Nudges Prompt Student Persistence and Success | Edcor

Nudges Prompt Student Persistence and Success

The past few years some higher education students have received a nudge now and then. A missed deadline, too many absences, an invitation to see an adviser all are events that can prompt a text or email nudge. A nudge is simply one way that higher education institutions are trying to ensure student success.

Nudges are a common way of influencing people’s behavior. We receive text and email reminders that credit card payments are coming due, it’s time to schedule a dentist appointment, or that a sale is ending. Each of these is designed to initiate a certain behavior, to prompt us to take action. In the same way a nudge is designed to promote behavior that helps students succeed.

Jobs for the future, a nonprofit that works with education systems and the American workforce, partnered with Persistence Plus, a behavioral science organization, to study the effect of nudges on STEM students.

The report Nudging to STEM Success (NTSS) shows that their first trial which involved four community colleges in the summer of 2017, had positive results: nudges increased persistence in STEM students by 10 percentage points compared to students who did not receive nudges.

The NTSS trial continued beyond the first summer with more positive results.
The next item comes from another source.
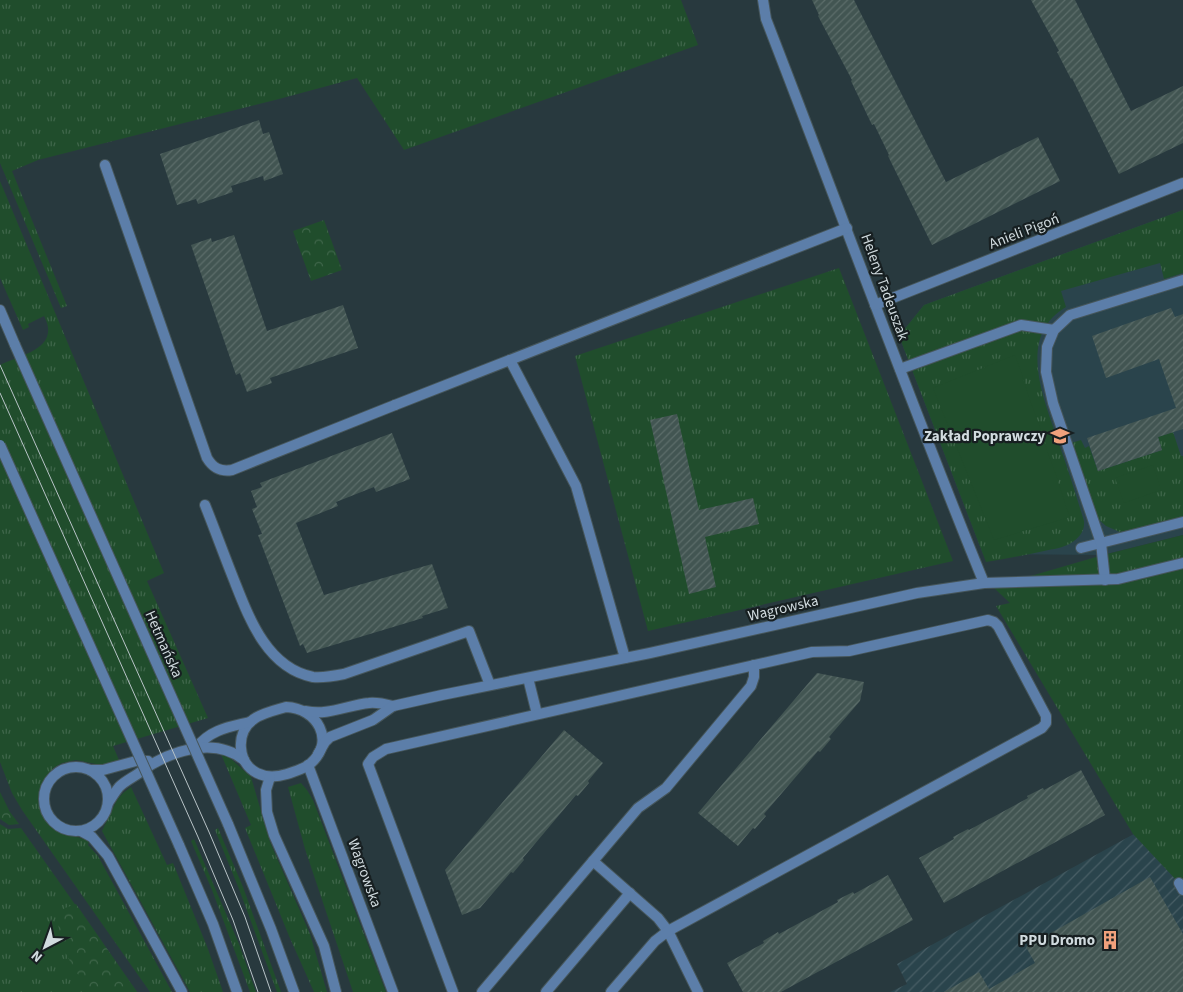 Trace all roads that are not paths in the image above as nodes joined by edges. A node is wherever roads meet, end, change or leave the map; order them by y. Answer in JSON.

Among the students who subscribed to nudges:

  • 72 percent persisted after their first semester compared to 56 percent who did not receive nudges
  • 62 percent of student of color persisted compared to 46 percent who did not receive nudges

The longer term effects were also positive. Over three terms from 2017 – 2018, 65 percent of student who continued receiving nudges persisted compared to 52 percent who unsubscribed from the service. And diverse populations benefited. Among nontraditional students over age 25, 64 percent persisted after their first semester compared with 44 percent who opted out of the service.

There have been numerous reports about the positive effects on student success, indicating that this is a good way to reach students. However, a National Bureau of Economic Research (NBER) paper about nudging students to complete their FAFSA forms for student aid did not show positive results. In their trial the nudges didn’t cause students to take action and complete their student aid forms. The NBER lack of positive results from nudges offers valuable insight. NBER surmises this happened because most of the time nudges come from a school or local source that has a close connection to students. Students may react positively to a nudge from someone they think is personally interested in them. A large global effort such as the NBER program is not personal. “We cannot isolate exactly why our interventions did not work, but it seems like the relationship between the student and the source of the nudge matters,” the report states.
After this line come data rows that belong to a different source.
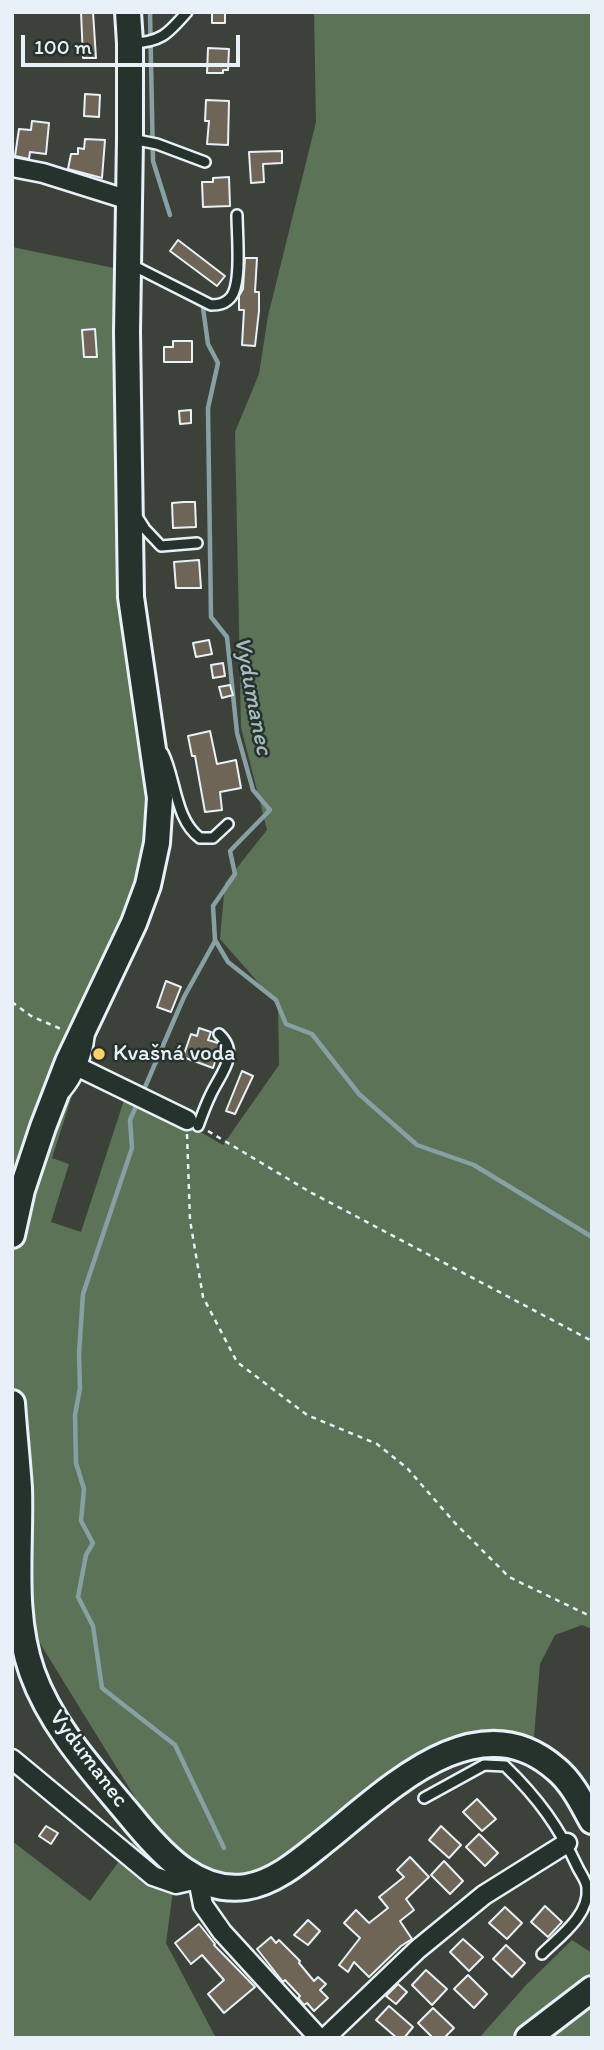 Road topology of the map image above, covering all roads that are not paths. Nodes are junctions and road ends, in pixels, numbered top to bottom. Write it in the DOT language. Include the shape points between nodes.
graph roads {
  1 [pos="128,12"];
  2 [pos="187,12"];
  3 [pos="138,43"];
  4 [pos="137,140"];
  5 [pos="205,162"];
  6 [pos="12,167"];
  7 [pos="129,200"];
  8 [pos="237,215"];
  9 [pos="127,262"];
  10 [pos="130,505"];
  11 [pos="197,543"];
  12 [pos="150,729"];
  13 [pos="228,824"];
  14 [pos="92,1012"];
  15 [pos="219,1034"];
  16 [pos="74,1064"];
  17 [pos="192,1123"];
  18 [pos="12,1235"];
  19 [pos="12,1403"];
  20 [pos="12,1759"];
  21 [pos="424,1798"];
  22 [pos="592,1821"];
  23 [pos="567,1843"];
  24 [pos="198,1880"];
  25 [pos="542,1954"];
  26 [pos="592,1989"];
  27 [pos="319,2038"];
  28 [pos="325,2038"];
  29 [pos="528,2038"];
  1 -- 3 [label="main road"];
  2 -- 3 [label="lane" via="160,39"];
  3 -- 4 [label="main road"];
  4 -- 5 [label="lane"];
  4 -- 7 [label="main road"];
  6 -- 7 [label="street"];
  7 -- 9 [label="main road"];
  8 -- 9 [label="lane" via="237,284 232,297 222,304 211,305"];
  9 -- 10 [label="main road"];
  10 -- 11 [label="lane" via="161,546"];
  10 -- 12 [label="main road" via="131,597"];
  12 -- 13 [label="lane" via="192,832 200,838 213,838"];
  12 -- 14 [label="main road" via="160,798 157,843 134,923"];
  14 -- 16 [label="main road"];
  14 -- 16 [label="lane" via="88,1051"];
  15 -- 17 [label="lane" via="230,1056"];
  16 -- 17 [label="street"];
  16 -- 18 [label="main road" via="50,1110 22,1190"];
  19 -- 24 [label="main road, Vydumanec" via="19,1488 19,1588 32,1672 71,1744 155,1846"];
  20 -- 24 [label="street, Vydumanec" via="153,1876 176,1884"];
  21 -- 23 [label="lane" via="484,1765 505,1766 533,1793"];
  22 -- 24 [label="main road, Vydumanec" via="557,1769 533,1753 508,1744 474,1744 438,1757 292,1867 266,1881 222,1887"];
  23 -- 25 [label="lane" via="587,1888 583,1907 573,1924"];
  23 -- 28 [label="street" via="484,1895 418,1949"];
  24 -- 27 [label="street" via="204,1905 222,1932"];
  26 -- 29 [label="main road"];
}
Persistence Plus’s explains why their program has been successful. “We leverage behavioral nudging, mobile technology, and an intelligent software solution to help students develop mindsets and behaviors for success and navigate the path to completion.” Developing mindsets for success is possible. “When students can get reinforcing messages that they belong in college, that they are smart and can be successful, and that overcoming challenges is possible, then persisting to be anything they want to be—such as a scientist in STEM—is possible.”

This connection and personal relationship between the student and the source of the nudge are basic components of employer education benefits. Positive messages can come in the form of creating a career path that steers employees into positions that will fill future talent gaps. A clearly outlined career path shows employees that they are a valued part of their company structure. Their success is important to their personal well-being just as it is important in helping the company build a stronger workforce and increase productivity. The personal connection between the employee and employer as source of the nudge in any form creates employee loyalty and retention. Employees see their employer as having a vested interested in them as an important part of the company and work towards attainment because they see growth opportunities. Employers benefit from giving their employees a nudge because they can fill skill gaps from within.